* [WHAT IS NEEDED] Copy every line of the records below that holds the word "شهید".

* [SUPPLIED DATA]
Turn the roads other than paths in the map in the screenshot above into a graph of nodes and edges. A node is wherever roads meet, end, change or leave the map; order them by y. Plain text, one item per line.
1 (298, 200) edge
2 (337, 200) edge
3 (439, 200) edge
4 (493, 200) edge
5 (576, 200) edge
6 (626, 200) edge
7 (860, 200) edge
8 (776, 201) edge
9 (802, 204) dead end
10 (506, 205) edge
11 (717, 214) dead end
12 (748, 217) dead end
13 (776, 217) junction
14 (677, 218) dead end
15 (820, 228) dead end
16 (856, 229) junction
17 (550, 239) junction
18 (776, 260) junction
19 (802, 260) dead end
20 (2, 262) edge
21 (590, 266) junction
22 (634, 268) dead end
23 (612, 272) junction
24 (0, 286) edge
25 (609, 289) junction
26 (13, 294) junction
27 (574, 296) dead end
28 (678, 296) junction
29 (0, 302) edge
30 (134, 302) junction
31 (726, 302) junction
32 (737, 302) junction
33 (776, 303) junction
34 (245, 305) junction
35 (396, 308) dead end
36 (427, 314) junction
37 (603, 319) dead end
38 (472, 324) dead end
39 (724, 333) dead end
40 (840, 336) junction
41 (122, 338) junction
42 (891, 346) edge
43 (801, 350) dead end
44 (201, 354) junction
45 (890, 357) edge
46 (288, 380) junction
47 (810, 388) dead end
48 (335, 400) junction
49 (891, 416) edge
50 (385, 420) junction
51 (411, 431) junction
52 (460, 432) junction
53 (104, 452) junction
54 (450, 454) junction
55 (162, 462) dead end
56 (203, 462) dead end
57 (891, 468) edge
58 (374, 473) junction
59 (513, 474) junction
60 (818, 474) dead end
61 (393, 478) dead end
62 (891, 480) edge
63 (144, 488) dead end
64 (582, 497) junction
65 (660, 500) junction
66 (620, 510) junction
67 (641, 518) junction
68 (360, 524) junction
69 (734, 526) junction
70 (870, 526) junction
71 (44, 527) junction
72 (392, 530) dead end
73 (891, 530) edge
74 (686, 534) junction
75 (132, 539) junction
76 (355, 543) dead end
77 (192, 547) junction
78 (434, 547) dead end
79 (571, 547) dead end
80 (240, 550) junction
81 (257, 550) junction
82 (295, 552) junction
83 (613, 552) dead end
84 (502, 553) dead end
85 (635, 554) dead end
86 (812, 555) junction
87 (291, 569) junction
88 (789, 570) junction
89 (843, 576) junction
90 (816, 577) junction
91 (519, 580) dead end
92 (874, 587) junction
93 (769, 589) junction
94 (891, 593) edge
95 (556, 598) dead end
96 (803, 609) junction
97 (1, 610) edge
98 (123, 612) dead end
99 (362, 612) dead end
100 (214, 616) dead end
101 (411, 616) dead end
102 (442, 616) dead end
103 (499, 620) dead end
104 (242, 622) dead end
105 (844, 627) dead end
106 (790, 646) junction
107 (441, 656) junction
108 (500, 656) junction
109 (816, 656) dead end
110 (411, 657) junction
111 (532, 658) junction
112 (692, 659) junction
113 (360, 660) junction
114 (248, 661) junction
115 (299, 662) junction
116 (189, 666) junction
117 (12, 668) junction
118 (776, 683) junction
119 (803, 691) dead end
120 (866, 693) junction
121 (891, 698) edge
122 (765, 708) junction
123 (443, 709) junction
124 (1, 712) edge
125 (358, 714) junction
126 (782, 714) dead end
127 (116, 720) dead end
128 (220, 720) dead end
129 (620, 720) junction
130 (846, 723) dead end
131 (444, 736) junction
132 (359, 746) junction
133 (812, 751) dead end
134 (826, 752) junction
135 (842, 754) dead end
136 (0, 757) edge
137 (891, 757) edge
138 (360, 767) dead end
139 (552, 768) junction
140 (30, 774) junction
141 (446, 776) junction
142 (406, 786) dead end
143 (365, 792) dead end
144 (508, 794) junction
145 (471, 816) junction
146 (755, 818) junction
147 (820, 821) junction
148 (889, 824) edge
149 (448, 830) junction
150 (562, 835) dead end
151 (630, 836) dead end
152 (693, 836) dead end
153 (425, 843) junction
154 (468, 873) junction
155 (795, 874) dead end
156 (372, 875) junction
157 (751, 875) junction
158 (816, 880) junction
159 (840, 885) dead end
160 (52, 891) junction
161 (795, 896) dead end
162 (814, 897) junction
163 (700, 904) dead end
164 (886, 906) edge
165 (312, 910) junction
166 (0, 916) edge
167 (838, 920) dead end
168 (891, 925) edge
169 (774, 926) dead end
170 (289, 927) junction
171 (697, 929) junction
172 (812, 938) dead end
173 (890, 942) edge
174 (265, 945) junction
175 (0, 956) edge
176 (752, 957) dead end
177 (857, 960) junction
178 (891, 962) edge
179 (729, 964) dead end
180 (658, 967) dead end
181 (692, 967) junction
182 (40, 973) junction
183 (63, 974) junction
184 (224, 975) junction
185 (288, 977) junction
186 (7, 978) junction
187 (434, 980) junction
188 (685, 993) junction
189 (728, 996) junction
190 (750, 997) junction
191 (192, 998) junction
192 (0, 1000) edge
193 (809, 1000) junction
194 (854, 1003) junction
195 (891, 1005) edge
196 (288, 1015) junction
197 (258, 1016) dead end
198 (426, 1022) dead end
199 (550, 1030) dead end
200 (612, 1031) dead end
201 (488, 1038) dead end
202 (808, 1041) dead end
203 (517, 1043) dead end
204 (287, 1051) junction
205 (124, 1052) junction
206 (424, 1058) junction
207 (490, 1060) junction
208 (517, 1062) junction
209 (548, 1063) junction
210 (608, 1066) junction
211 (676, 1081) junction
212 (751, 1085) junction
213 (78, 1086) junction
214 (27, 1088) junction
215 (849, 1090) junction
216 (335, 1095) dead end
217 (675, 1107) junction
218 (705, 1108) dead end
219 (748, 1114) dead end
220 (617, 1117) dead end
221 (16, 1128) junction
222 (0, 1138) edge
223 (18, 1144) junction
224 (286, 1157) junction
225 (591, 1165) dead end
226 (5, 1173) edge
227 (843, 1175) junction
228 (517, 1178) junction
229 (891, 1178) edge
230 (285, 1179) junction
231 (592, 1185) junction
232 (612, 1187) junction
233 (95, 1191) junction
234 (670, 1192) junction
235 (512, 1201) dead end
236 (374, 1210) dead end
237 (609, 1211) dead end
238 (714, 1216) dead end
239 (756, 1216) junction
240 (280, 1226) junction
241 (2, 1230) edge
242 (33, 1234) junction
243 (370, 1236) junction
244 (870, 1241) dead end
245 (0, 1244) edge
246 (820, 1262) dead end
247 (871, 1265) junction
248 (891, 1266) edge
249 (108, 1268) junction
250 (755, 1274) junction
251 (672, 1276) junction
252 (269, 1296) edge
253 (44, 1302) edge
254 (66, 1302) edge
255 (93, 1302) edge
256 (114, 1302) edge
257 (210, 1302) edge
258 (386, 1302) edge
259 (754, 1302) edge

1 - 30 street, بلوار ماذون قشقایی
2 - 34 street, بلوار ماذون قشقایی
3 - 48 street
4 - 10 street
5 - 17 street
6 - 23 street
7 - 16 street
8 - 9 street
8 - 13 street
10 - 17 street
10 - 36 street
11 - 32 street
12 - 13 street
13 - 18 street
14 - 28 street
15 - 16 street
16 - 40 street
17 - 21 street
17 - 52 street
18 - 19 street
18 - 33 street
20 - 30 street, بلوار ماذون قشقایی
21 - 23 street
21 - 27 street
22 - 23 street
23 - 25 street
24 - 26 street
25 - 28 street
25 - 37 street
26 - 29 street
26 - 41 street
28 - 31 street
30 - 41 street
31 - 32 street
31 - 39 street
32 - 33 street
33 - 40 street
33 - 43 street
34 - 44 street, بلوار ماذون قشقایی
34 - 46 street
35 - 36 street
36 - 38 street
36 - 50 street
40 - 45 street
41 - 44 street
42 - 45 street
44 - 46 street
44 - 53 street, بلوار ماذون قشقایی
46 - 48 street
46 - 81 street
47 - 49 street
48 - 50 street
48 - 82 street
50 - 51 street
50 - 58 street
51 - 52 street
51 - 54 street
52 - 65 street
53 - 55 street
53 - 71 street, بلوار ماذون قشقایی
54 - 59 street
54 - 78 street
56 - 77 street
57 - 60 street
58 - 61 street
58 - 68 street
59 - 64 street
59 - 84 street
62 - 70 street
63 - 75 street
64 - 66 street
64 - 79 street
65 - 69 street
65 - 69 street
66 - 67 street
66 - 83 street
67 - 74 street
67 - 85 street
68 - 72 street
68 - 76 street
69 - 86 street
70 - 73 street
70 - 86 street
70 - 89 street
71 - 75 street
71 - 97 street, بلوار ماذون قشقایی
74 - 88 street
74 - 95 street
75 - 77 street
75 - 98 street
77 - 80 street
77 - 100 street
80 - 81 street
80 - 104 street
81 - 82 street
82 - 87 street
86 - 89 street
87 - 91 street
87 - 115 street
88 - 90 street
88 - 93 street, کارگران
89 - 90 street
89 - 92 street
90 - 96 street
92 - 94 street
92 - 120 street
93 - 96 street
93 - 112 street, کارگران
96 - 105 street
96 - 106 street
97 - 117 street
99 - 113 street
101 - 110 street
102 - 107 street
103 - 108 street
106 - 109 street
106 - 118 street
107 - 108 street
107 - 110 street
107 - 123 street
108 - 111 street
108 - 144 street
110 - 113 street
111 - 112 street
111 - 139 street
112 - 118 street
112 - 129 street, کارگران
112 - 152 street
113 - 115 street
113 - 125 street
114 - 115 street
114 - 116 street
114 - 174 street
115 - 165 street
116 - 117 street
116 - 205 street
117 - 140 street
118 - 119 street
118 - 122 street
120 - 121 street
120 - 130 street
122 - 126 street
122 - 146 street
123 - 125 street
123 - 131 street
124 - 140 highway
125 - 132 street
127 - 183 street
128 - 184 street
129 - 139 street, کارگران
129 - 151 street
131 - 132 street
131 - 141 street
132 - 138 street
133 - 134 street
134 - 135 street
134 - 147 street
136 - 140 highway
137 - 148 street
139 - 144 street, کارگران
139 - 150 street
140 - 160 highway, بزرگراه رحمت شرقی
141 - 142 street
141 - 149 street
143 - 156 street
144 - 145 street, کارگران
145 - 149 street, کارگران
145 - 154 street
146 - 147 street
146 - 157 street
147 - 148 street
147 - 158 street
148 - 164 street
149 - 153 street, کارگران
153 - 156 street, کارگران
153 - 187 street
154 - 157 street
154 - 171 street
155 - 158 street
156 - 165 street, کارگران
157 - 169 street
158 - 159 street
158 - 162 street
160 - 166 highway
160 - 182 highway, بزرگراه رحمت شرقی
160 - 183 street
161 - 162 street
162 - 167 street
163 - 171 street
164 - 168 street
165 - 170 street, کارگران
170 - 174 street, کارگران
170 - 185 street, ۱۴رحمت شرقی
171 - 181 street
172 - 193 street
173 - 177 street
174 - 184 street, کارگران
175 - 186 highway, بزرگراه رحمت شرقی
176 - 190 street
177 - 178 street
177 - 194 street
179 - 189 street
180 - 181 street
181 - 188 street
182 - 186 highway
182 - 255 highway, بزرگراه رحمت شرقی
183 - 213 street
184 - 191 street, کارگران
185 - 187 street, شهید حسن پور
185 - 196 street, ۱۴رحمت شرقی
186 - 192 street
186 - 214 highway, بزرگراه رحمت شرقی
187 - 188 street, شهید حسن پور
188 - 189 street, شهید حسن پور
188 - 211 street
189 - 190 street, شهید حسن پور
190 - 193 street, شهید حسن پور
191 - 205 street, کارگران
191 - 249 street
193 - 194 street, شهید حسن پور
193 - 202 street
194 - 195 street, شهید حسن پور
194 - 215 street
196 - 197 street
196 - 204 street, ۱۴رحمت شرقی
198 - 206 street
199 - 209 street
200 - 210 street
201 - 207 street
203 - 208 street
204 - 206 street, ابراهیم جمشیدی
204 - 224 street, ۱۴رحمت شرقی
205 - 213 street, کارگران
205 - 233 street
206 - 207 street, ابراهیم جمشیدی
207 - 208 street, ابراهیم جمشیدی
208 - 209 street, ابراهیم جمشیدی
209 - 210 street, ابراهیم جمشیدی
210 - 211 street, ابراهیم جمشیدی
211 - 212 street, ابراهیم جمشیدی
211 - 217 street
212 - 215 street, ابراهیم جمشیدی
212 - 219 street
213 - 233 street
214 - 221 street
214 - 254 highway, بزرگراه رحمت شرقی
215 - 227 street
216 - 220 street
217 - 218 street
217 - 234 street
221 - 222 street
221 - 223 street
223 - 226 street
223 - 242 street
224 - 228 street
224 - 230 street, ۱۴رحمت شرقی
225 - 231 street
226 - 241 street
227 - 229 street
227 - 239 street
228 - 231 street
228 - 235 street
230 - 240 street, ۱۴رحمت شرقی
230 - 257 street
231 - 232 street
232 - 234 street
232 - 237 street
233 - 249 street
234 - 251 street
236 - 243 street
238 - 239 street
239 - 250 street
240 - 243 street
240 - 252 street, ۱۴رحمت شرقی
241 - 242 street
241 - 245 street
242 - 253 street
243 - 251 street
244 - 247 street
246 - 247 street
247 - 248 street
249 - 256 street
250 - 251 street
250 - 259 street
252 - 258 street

* [ANSWER SPACE]
185 - 187 street, شهید حسن پور
187 - 188 street, شهید حسن پور
188 - 189 street, شهید حسن پور
189 - 190 street, شهید حسن پور
190 - 193 street, شهید حسن پور
193 - 194 street, شهید حسن پور
194 - 195 street, شهید حسن پور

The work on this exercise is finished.